What lines in the following entries hold the word "ГОГОЛЯ"? Copy each one.

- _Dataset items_
==*==

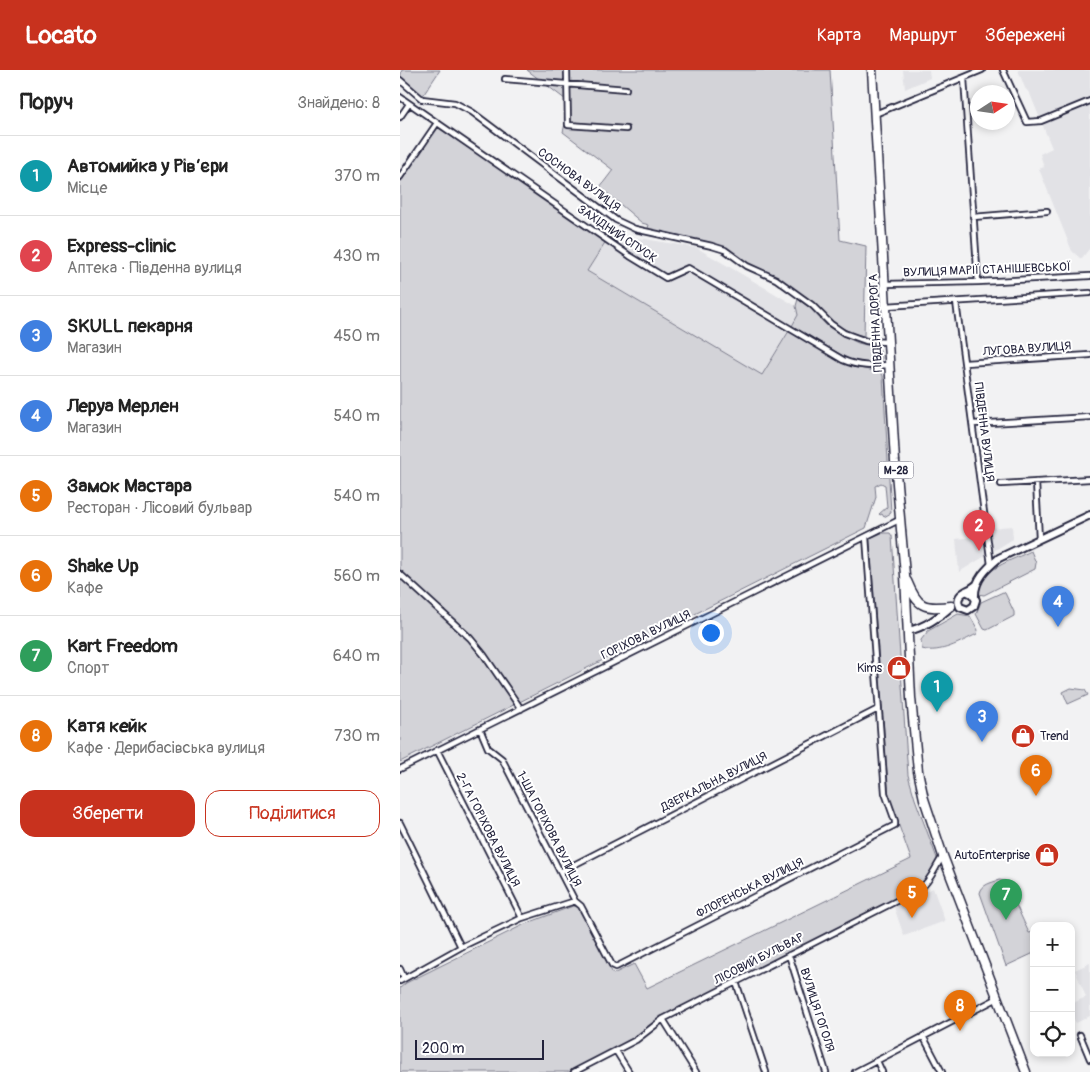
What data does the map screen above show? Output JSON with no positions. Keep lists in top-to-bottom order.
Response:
{
  "streets": {
    "highway": ["ПІВДЕННА ДОРОГА", "М-28"],
    "street": [
      "СОСНОВА ВУЛИЦЯ",
      "ЗАХІДНИЙ СПУСК",
      "ВУЛИЦЯ МАРІЇ СТАНІШЕВСЬКОЇ",
      "ЛУГОВА ВУЛИЦЯ",
      "ПІВДЕННА ВУЛИЦЯ",
      "ГОРІХОВА ВУЛИЦЯ",
      "ДЗЕРКАЛЬНА ВУЛИЦЯ",
      "1-ША ГОРІХОВА ВУЛИЦЯ",
      "2-ГА ГОРІХОВА ВУЛИЦЯ",
      "ФЛОРЕНСЬКА ВУЛИЦЯ",
      "ЛІСОВИЙ БУЛЬВАР",
      "ВУЛИЦЯ ГОГОЛЯ"
    ]
  },
  "crossings": [
    ["СОСНОВА ВУЛИЦЯ", "ПІВДЕННА ДОРОГА"],
    ["ЗАХІДНИЙ СПУСК", "ПІВДЕННА ДОРОГА"],
    ["ВУЛИЦЯ МАРІЇ СТАНІШЕВСЬКОЇ", "ПІВДЕННА ДОРОГА"],
    ["ПІВДЕННА ДОРОГА", "М-28"],
    ["ПІВДЕННА ДОРОГА", "ГОРІХОВА ВУЛИЦЯ"],
    ["ЛУГОВА ВУЛИЦЯ", "ПІВДЕННА ВУЛИЦЯ"],
    ["М-28", "ЛІСОВИЙ БУЛЬВАР"],
    ["ГОРІХОВА ВУЛИЦЯ", "1-ША ГОРІХОВА ВУЛИЦЯ"],
    ["ГОРІХОВА ВУЛИЦЯ", "2-ГА ГОРІХОВА ВУЛИЦЯ"],
    ["ДЗЕРКАЛЬНА ВУЛИЦЯ", "1-ША ГОРІХОВА ВУЛИЦЯ"],
    ["ДЗЕРКАЛЬНА ВУЛИЦЯ", "ФЛОРЕНСЬКА ВУЛИЦЯ"],
    ["1-ША ГОРІХОВА ВУЛИЦЯ", "ФЛОРЕНСЬКА ВУЛИЦЯ"],
    ["ЛІСОВИЙ БУЛЬВАР", "ВУЛИЦЯ ГОГОЛЯ"]
  ],
  "places": {
    "shop": ["Kims", "Trend", "AutoEnterprise"]
  },
  "scale_bar": "200 m",
  "north": "right",
  "page": {
    "header": "Locato",
    "nav": ["Карта", "Маршрут", "Збережені"],
    "heading": ["Поруч", "Знайдено: 8"],
    "list": [
      {
        "mark": "1",
        "name": "Автомийка у Рівʼєри",
        "note": "Місце",
        "value": "370 m"
      },
      {
        "mark": "2",
        "name": "Express-clinic",
        "note": "Аптека · Південна вулиця",
        "value": "430 m"
      },
      {
        "mark": "3",
        "name": "SKULL пекарня",
        "note": "Магазин",
        "value": "450 m"
      },
      {
        "mark": "4",
        "name": "Леруа Мерлен",
        "note": "Магазин",
        "value": "540 m"
      },
      {
        "mark": "5",
        "name": "Замок Мастара",
        "note": "Ресторан · Лісовий бульвар",
        "value": "540 m"
      },
      {
        "mark": "6",
        "name": "Shake Up",
        "note": "Кафе",
        "value": "560 m"
      },
      {
        "mark": "7",
        "name": "Kart Freedom",
        "note": "Спорт",
        "value": "640 m"
      },
      {
        "mark": "8",
        "name": "Катя кейк",
        "note": "Кафе · Дерибасівська вулиця",
        "value": "730 m"
      }
    ],
    "pins": [
      "2",
      "4",
      "1",
      "3",
      "6",
      "5",
      "7",
      "8"
    ],
    "buttons": ["Зберегти", "Поділитися"],
    "map_buttons": ["+", "−"],
    "scale": "200 m"
  }
}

==*==

- _Answer box_
      "ВУЛИЦЯ ГОГОЛЯ"
    ["ЛІСОВИЙ БУЛЬВАР", "ВУЛИЦЯ ГОГОЛЯ"]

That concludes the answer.